For nearly 15 years she's specialized in strengths-focused, positive psychology-based relationship advice and coaching to nurture lasting joy and and resilience in her client's relationships.  

She will help you:

  • develop a shared vision and goals- and create actionable steps to move in that direction
  • overcome outdated patterns and establish new intentional, healthy ones
  • strengthen trust or repair it after infidelity or dishonesty
  • connect in meaningful ways during and well after life transitions
  • design rituals of connection that will keep you close for many years
  • break stale or unhealthy communication patterns and learn new skills 

Contact her for a free consultation to see if working with her is right for you.

Tragedy Far Away: How to Deal With the Orlando Shooting

I've been speaking with clients and friends all day about the sensitive emotions we're feeling in LGBTQ community after the Orlando Pulse incident.  

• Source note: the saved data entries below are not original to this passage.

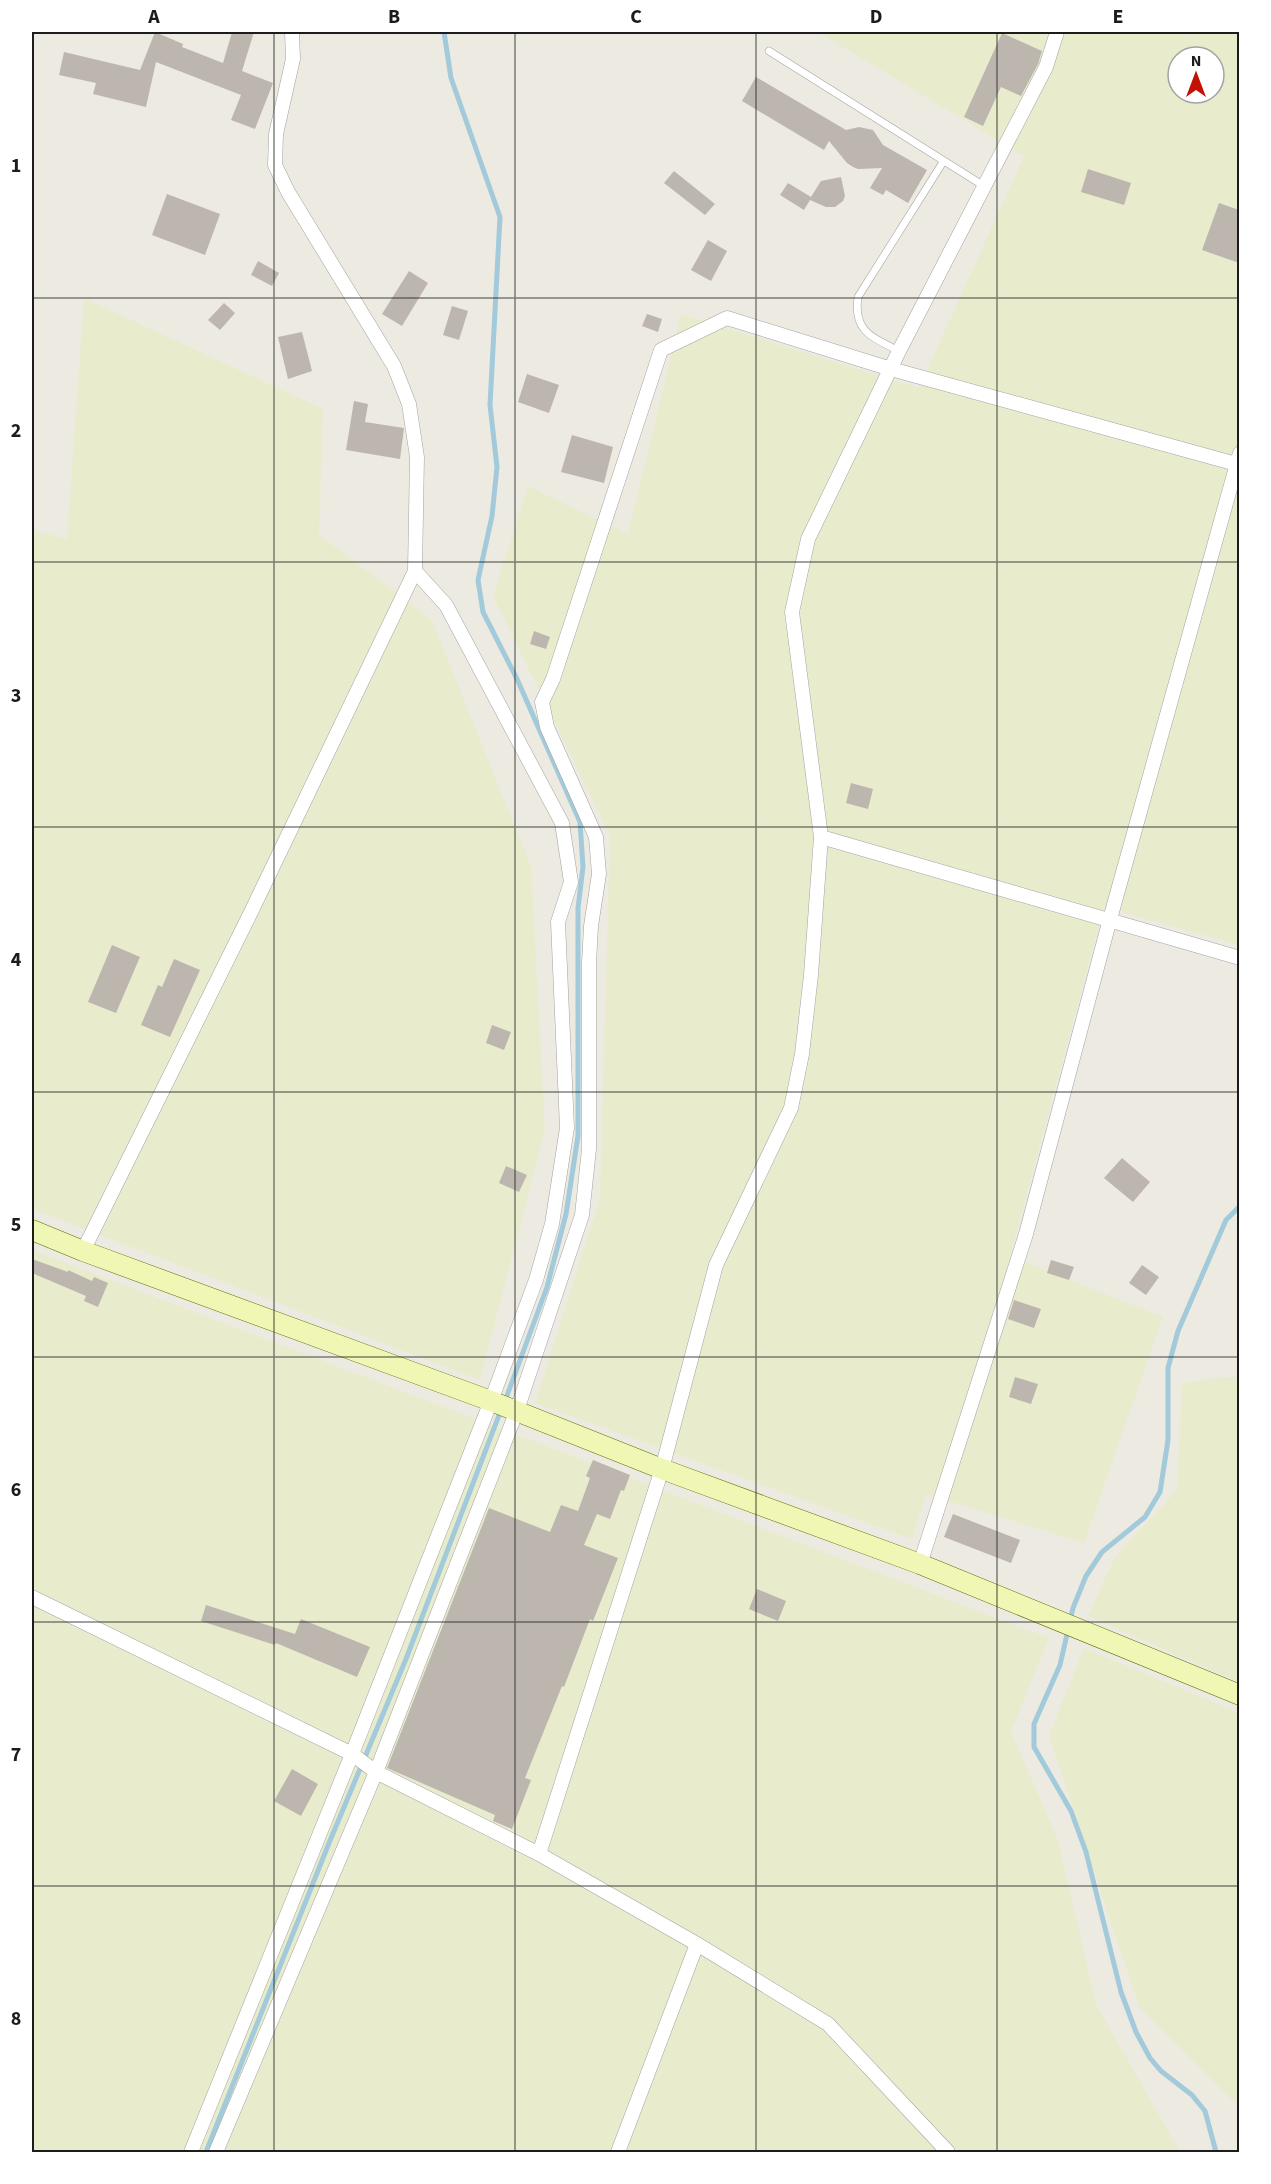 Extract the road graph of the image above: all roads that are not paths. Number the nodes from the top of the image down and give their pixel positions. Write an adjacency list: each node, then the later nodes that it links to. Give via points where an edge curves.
1 (292, 32): 9 (street, via 293,59 276,134 275,165 394,366 409,404 417,457)
2 (1056, 32): 5 (street, via 1046,67)
3 (769, 51): 4 (lane)
4 (943, 162): 5 (lane); 6 (lane, via 858,297 858,323 873,337)
5 (984, 186): 6 (street)
6 (899, 351): 7 (street)
7 (891, 369): 8 (street); 10 (street, via 808,539 792,612); 16 (street, via 727,318 661,350 542,702 547,727 596,837 598,874 589,963 589,1149 582,1215)
8 (1238, 461): 11 (street)
9 (415, 571): 14 (street); 15 (street, via 446,606 562,823 571,882 558,922 567,1128 554,1214 536,1280)
10 (821, 837): 11 (street); 17 (street, via 811,975 791,1108 716,1265)
11 (1110, 919): 12 (street); 18 (street, via 1026,1233)
12 (1239, 958)
13 (32, 1230): 14 (street)
14 (83, 1251): 15 (street)
15 (491, 1401): 16 (street); 21 (street)
16 (516, 1413): 17 (street); 22 (street)
17 (662, 1468): 18 (street); 23 (street)
18 (920, 1564): 20 (street)
19 (32, 1597): 21 (street)
20 (1239, 1695)
21 (352, 1754): 22 (street); 25 (street)
22 (376, 1772): 23 (street); 26 (street)
23 (539, 1854): 24 (street)
24 (697, 1944): 27 (street); 28 (street, via 828,2024)
25 (191, 2152)
26 (216, 2152)
27 (618, 2152)
28 (948, 2152)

So many people feeling intense sadness, fear, and anger about the shootings and so many lovely people asking me "What's wrong with me?" and  "Do I have a right to feel anything even so far away from the tragedy?"

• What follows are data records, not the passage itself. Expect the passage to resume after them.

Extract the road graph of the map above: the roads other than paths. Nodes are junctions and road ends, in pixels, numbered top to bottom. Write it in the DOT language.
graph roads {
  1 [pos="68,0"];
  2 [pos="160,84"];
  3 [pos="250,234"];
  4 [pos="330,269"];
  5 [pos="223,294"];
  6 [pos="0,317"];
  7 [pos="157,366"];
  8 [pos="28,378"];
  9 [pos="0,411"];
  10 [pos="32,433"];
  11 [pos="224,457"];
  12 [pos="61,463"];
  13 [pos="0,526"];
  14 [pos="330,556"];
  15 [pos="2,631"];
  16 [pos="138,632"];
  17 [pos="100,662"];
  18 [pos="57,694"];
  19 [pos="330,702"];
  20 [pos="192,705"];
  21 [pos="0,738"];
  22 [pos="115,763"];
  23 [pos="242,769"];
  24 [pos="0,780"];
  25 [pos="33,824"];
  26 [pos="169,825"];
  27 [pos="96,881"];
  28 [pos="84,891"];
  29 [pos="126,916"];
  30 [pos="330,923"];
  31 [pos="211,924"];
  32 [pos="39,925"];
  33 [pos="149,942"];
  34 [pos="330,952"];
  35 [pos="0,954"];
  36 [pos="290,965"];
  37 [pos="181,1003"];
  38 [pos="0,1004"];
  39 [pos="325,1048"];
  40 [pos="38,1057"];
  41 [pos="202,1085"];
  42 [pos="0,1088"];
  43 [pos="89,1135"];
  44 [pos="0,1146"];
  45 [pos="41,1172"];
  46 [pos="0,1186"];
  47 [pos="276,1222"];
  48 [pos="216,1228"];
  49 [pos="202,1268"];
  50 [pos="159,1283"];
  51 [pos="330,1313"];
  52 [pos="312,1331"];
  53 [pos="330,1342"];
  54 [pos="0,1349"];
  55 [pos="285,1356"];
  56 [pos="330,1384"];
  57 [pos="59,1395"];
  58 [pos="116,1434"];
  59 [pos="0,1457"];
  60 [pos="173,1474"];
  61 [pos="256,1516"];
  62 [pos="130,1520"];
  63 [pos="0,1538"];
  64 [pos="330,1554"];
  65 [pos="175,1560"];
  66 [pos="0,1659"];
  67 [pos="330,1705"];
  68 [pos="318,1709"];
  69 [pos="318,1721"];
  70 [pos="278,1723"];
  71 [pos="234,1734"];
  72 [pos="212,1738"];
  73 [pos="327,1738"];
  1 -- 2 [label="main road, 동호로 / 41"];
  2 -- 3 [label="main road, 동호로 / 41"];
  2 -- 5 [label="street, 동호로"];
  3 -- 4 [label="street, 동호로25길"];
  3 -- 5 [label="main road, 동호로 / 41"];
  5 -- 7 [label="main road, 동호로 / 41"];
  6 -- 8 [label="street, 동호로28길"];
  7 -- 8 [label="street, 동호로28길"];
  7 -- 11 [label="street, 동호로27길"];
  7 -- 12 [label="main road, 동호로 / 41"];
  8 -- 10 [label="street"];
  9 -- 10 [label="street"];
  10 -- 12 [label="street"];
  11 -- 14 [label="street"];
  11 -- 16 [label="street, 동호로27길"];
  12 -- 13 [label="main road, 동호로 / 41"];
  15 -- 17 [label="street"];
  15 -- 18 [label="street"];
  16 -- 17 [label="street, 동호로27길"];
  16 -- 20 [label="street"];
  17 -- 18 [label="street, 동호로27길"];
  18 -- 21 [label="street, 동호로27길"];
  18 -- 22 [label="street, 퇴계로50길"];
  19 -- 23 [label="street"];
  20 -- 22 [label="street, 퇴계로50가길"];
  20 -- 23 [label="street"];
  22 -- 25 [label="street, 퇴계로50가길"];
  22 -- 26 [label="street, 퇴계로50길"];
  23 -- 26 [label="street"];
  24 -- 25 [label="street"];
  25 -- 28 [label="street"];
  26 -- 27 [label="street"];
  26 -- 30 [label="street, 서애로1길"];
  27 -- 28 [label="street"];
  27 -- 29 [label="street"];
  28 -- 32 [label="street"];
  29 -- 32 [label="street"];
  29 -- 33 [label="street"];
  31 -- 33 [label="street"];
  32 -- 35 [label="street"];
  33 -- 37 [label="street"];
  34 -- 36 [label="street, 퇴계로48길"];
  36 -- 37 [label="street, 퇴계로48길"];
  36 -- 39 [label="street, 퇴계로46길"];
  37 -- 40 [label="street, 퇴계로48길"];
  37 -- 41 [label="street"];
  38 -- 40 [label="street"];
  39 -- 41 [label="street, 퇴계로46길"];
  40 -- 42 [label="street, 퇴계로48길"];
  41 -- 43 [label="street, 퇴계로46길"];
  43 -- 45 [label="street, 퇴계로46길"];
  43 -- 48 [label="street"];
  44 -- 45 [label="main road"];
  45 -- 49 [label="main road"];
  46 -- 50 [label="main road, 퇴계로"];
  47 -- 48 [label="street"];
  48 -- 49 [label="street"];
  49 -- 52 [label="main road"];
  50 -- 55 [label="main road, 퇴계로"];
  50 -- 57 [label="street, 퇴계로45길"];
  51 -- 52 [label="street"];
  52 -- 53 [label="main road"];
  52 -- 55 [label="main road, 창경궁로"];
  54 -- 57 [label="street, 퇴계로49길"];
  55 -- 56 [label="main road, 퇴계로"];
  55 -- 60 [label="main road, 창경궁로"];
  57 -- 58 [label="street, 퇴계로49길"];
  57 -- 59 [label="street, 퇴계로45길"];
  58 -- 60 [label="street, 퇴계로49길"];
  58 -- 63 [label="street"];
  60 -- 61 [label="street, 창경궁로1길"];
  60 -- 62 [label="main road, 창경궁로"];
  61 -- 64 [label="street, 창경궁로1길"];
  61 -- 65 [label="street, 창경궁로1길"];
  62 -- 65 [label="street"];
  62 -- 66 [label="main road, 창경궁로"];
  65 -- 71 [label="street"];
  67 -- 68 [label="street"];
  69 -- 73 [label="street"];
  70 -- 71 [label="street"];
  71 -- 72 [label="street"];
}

I wanted to write this across the sky for my queer family today, so I thought I would write it here to start.  I wanted to begin by addressing the second question "Do I have a right to feel anything?"

Yes, you have every right to feel intense emotions after an intense incident. 

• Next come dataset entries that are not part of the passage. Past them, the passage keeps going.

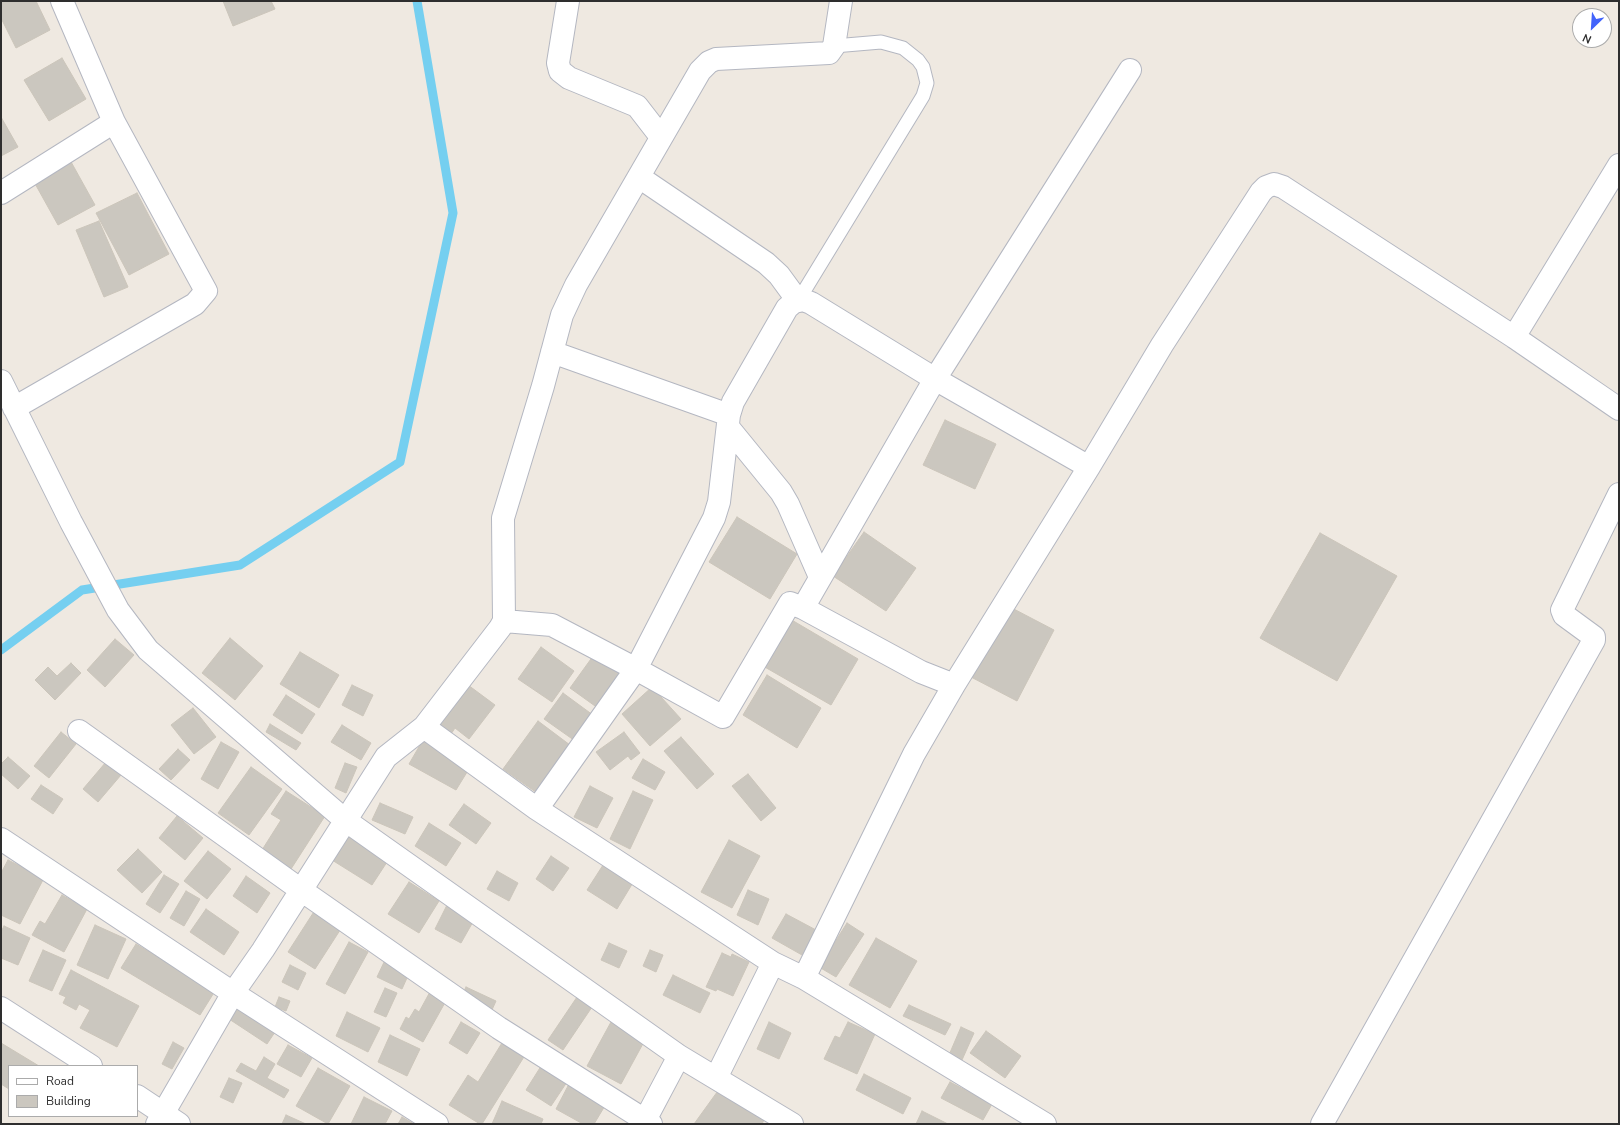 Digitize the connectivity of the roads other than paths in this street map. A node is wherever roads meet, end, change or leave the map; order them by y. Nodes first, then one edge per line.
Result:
1 (62, 1) edge
2 (568, 1) edge
3 (841, 1) edge
4 (834, 46) junction
5 (1130, 70) dead end
6 (114, 122) junction
7 (661, 137) junction
8 (1619, 165) edge
9 (639, 177) junction
10 (1, 193) edge
11 (798, 300) junction
12 (1514, 337) junction
13 (552, 352) junction
14 (935, 379) junction
15 (1, 381) edge
16 (14, 408) junction
17 (1619, 409) edge
18 (728, 421) junction
19 (1089, 467) junction
20 (1619, 494) edge
21 (820, 576) junction
22 (803, 608) junction
23 (504, 620) junction
24 (636, 669) junction
25 (954, 685) junction
26 (424, 726) junction
27 (79, 731) dead end
28 (537, 809) junction
29 (345, 820) junction
30 (1, 839) edge
31 (301, 890) junction
32 (773, 963) junction
33 (804, 978) junction
34 (233, 993) junction
35 (1, 1008) edge
36 (679, 1056) junction
37 (89, 1065) edge
38 (716, 1078) junction
39 (138, 1097) edge
40 (167, 1120) edge
41 (646, 1123) edge
42 (437, 1124) edge
43 (792, 1124) edge
44 (1045, 1124) edge
45 (1322, 1124) edge

1 - 6 street
2 - 7 street
3 - 4 street
4 - 7 street
4 - 11 lane
5 - 14 street
6 - 10 street
6 - 16 street
7 - 9 street
8 - 12 street
9 - 11 street
9 - 13 street
11 - 14 street
11 - 18 street
12 - 17 street
12 - 19 street
13 - 18 street
13 - 23 street
14 - 19 street
14 - 21 street
15 - 16 street
16 - 29 street
18 - 21 street
18 - 24 street
19 - 25 street
20 - 45 street
21 - 22 street
22 - 24 street
22 - 25 street
23 - 24 street
23 - 26 street
24 - 28 street
25 - 33 street
26 - 28 street
26 - 29 street
27 - 31 street
28 - 32 street
29 - 31 street
29 - 36 street
30 - 34 street
31 - 34 street
31 - 41 street
32 - 33 street
32 - 38 street
33 - 44 street
34 - 40 street
34 - 42 street
35 - 37 street
36 - 38 street
36 - 41 street
38 - 43 street
39 - 40 street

Yes, you have every right to feel scared after seeing someone experience something scary. 

Yes, you have every right to feel shock and disbelief at something so completely disturbing.

Yes, you have every right to feel anger when witnessing such incredible injustice.

Yes, you have every right to feel your feelings.

 

Your suffering may not be the same as those more closely related to the victims at the Pulse, but your suffering is real and valid.  An attack on any one part of our LGBTQ community is an attack on all of us.

You are feeling powerful feelings because this event was like no other.

Your feelings, your empathy, comes from the deep sweet part of you most able to connect with others.  When we lose touch with our ability to empathize we lose power as a community.  

But being empathetically connected to others during a tragedy is heartbreaking.  It is totally normal to feel many different things.  Here are some common reactions:

Shock

Shock is like extreme surprise and is a person's emotional protection from being too overwhelmed by the actual event. You may be stunned, numb, or in disbelief.  You might not know what to say or think.  You might not feel anything at all. 

There is nothing wrong with experiencing shock.  

Sadness

The most common feeling found following traumatic events like this. It may become quite intense and be experienced as emptiness or despair.  

This most recent incident is especially personal to LGBTQ communities and can bring up all kinds of sadness about safety, acceptance, and belonging.  Give your sadness space.  

Anger

Anger is a common response to feeling powerless, frustrated, or even abandoned.  You might notice it when reading your facebook feed or it might show up in traffic.  

It's not uncommon for couples to bicker more after a tragedy.  Anger is a perfectly valid reaction, but notice if irritability is showing up for you before it impacts your relationship.

Anxiety

Anxiety ranges from basic insecurity to full-blown panic attacks.You might notice yourself start feeling overly cautious about leaving the house, attending Pride, or going to other events.  You might worry about friends or family.  You might start to fear coming out at all. 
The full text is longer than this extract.